[Stored items]
• • • • • • •
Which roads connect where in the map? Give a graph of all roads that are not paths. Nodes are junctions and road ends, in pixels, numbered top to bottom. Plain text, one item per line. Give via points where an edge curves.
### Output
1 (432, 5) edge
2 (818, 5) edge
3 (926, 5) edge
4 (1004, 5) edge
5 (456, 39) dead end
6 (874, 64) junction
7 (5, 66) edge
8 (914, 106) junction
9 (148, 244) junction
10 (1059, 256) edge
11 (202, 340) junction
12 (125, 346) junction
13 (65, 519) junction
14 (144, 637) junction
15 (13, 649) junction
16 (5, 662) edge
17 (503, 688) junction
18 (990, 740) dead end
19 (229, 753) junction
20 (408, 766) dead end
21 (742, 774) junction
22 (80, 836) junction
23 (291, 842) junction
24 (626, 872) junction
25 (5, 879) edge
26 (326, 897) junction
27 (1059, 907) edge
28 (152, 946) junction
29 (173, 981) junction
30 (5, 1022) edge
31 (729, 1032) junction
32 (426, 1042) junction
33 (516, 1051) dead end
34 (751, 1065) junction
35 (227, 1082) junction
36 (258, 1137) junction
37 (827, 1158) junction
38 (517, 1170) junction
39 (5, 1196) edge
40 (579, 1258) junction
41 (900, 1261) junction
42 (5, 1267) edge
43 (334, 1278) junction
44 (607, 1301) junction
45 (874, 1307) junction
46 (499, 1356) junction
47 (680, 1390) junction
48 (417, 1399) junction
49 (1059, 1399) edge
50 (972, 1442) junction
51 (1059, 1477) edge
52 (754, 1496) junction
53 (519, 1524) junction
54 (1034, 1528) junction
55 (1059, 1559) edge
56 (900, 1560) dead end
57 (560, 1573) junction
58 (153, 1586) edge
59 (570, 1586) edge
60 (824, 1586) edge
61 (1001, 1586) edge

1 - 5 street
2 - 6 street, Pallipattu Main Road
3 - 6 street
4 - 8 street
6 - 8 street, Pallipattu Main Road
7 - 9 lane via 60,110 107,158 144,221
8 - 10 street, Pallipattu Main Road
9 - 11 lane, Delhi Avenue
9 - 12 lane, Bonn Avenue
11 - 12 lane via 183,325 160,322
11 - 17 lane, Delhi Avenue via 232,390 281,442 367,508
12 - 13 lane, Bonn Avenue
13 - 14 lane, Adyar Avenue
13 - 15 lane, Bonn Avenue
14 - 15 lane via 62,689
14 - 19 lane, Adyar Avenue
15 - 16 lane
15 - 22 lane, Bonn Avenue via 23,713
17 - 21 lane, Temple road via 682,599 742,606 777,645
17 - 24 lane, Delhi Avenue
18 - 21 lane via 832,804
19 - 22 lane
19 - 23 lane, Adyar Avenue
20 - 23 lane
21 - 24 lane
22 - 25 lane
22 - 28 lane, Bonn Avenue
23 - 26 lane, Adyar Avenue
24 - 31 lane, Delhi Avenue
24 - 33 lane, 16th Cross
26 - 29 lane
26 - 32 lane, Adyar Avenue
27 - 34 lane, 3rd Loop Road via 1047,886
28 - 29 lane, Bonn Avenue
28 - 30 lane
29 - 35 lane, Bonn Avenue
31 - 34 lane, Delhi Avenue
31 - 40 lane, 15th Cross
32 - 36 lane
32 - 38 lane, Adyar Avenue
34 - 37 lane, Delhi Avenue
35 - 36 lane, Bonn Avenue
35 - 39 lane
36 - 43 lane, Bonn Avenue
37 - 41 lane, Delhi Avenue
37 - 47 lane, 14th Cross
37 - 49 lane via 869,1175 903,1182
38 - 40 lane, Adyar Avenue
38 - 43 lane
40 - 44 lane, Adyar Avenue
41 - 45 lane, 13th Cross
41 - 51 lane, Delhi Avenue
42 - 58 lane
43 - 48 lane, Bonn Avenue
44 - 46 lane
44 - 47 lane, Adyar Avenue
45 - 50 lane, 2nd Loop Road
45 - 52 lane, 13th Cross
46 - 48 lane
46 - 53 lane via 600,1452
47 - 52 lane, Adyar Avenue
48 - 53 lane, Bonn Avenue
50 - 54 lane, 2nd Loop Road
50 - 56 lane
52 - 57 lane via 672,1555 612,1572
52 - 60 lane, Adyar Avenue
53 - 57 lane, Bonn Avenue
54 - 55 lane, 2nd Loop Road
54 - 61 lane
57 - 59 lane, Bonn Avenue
• • • • • • •
● Work required:
Tally up the lines in the records that contain the word "Pallipattu" and give only the total.

● Answer section:
3